Run all verification queries after full pipeline import — all 7 queries pass (2026-04-13)
Assert: zero orphan files, zero orphan symbols — verified: 0 orphan files, 0 orphan symbols
Assert: every repo with issue data also has code graph data (Repo nodes are shared) — verified: all 10 repos have both File and Issue nodes linked to shared Repo nodes
Assert: fulltext search returns results for known function names — verified: parse_expr found in rust (2 hits) and roc (1 hit)

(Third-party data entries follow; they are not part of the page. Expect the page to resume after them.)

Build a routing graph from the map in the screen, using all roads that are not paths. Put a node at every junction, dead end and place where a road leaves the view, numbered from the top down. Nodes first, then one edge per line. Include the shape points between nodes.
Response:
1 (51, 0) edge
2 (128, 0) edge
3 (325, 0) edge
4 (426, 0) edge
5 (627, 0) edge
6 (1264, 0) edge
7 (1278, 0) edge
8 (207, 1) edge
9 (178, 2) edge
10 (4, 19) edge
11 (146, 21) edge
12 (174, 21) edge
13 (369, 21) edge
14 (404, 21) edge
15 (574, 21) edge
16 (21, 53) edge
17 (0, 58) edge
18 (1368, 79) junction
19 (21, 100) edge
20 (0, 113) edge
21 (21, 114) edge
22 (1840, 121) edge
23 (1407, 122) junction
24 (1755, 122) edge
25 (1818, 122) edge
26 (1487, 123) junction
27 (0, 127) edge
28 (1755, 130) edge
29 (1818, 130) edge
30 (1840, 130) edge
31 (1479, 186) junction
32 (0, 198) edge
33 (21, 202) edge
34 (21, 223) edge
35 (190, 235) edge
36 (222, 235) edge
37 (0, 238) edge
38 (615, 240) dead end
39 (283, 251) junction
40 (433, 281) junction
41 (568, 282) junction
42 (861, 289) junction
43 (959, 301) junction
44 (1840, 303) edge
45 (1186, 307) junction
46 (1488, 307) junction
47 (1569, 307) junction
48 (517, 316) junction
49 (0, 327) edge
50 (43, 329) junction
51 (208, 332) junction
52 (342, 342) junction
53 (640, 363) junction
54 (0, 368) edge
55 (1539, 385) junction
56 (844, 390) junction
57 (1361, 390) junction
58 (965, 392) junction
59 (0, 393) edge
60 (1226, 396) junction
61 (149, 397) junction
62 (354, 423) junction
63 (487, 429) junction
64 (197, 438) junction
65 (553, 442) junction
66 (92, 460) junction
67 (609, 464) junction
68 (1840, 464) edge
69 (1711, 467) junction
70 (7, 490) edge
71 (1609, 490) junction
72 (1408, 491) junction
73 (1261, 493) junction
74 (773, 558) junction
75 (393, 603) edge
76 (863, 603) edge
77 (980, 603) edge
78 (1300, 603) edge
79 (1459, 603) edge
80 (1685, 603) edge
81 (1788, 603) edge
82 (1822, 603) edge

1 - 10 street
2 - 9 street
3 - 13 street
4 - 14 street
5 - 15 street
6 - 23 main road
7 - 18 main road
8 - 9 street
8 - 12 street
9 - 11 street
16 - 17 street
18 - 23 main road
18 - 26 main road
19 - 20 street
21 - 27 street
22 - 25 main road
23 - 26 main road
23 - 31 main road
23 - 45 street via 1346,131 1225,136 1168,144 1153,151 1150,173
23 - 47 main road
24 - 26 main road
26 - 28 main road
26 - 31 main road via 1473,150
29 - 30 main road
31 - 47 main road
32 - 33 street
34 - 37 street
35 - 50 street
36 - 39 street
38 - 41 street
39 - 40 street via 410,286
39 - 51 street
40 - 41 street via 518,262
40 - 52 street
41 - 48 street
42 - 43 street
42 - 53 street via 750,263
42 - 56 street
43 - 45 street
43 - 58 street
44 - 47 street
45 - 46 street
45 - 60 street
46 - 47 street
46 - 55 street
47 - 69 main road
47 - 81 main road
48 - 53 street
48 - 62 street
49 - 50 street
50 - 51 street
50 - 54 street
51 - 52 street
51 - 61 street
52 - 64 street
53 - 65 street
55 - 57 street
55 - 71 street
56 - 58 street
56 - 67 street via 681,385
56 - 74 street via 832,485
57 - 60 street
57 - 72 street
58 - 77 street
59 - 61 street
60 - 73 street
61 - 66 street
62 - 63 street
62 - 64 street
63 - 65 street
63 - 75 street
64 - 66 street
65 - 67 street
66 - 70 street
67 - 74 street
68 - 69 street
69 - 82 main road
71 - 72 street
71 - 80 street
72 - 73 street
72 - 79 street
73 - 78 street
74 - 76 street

Document expected node/relationship counts per repo as a baseline for regression detection:
- Symbols: rust 34,439 | go 29,135 | swift 28,619 | zig 24,618 | roc 13,976 | ts 13,760 | gleam 6,844 | koka 4,083 | lean4 1,708 | elm 1,684 — total: 158,866
- Files: rust 1,893 | go 1,165 | swift 1,117 | roc 479 | ts 206 | gleam 188 | zig 166 | koka 119 | elm 95 | lean4 76 — total: 5,504
- Relationships: CALLS 417,295 | DECLARES 160,243 | IMPORTS 13,442 | IMPLEMENTS 2,313
- UnresolvedSymbols: rust 12,956 | roc 5,526 | koka 3,620 | zig 2,068 | go 1,839 | gleam 1,505 | elm 1,483 | ts 1,002 — total: 29,999
- Note: swift and lean4 have 0 CALLS relationships due to Section 06 extraction quality mismatch (calls.scm source_qualified_names use different path format than decls.scm symbol qualified_names in mixed C++/Swift repos)

Subsection 07.4 close-out

/improve-tooling retrospective: Should these queries be automated into a verify-code-graph.sh script?